= Yaqub Salimov =

Yaqub Salimov (Яъқуб Салимов, یعقوب سلیموف, Якуб Салимов; born 20 May 1956) served as Minister of the Interior of Tajikistan from December 1993 to 1995.

== Career ==
Salimov, described as a 'mafia' figure by Olivier Roy, was allegedly involved in smuggling and racketeering during the Soviet era. In 1990, Yaqub Salimov was convicted for taking part in the Dushanbe riots. When the Tajikistani Civil War broke out, Salimov was released from prison, and became a leader of Popular Front of Tajikistan, a paramilitary group fighting on the government side. Salimov became a leader of the Kulabi faction, because his mafia was simply the expression of Kulabi solidarity networks, with access to arms and money, according to Olivier Roy.
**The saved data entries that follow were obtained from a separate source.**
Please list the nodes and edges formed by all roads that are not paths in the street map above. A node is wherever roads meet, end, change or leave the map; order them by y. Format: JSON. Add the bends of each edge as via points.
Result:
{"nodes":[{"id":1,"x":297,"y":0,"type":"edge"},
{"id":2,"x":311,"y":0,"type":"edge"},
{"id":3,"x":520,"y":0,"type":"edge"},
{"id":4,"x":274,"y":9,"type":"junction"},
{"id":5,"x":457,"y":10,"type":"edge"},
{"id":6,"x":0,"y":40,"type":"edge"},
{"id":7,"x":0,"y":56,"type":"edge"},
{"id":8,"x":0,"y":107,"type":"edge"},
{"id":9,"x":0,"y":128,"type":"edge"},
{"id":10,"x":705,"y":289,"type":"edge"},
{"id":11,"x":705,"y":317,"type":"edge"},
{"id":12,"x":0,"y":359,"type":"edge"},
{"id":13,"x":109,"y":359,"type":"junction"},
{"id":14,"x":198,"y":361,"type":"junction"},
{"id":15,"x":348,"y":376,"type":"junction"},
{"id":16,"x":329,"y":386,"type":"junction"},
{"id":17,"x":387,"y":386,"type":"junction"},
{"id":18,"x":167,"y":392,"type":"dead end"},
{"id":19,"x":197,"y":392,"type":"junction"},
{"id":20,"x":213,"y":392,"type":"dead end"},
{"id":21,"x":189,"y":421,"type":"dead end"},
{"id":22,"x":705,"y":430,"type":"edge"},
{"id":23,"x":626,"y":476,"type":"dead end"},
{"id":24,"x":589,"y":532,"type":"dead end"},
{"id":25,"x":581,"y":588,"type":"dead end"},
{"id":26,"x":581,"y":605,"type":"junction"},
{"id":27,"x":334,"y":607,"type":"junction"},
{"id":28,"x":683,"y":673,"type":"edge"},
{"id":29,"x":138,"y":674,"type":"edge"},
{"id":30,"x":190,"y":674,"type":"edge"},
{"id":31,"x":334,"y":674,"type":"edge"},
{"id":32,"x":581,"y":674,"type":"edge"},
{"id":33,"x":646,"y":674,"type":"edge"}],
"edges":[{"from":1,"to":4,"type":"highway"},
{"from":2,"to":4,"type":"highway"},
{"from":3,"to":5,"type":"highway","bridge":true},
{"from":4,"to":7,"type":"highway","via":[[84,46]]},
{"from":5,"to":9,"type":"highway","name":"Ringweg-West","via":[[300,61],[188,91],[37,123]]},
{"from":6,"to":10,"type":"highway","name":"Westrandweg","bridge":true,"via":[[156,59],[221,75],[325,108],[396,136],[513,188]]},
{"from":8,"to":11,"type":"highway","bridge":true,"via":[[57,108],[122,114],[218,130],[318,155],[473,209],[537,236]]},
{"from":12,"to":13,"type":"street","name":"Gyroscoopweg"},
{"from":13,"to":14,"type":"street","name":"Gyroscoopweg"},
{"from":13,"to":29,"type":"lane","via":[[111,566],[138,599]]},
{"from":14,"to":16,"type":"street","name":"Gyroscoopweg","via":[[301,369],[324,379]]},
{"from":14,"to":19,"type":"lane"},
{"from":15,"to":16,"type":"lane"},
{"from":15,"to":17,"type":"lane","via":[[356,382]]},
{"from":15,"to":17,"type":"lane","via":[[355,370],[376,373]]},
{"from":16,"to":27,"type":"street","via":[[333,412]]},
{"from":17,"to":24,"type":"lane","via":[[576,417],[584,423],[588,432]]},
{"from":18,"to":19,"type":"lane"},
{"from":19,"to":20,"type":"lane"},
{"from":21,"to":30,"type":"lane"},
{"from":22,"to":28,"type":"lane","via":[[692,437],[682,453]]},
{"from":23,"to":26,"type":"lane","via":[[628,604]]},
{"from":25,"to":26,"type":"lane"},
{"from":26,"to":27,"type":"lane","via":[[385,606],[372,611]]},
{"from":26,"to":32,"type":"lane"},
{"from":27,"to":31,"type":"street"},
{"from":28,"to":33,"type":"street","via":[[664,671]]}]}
He was appointed Minister of Internal Affairs of Tajikistan in December 1993. In 1995 he was relieved of this post and was made Ambassador to Turkey. In 1997, he was charged with attempting a coup d'état. He subsequently fled Tajikistan but was arrested in Moscow in 2003 and extradited to Tajikistan.
On 25 April 2005, he was sentenced to 15 years in prison. Salimov was released on 21 June 2016.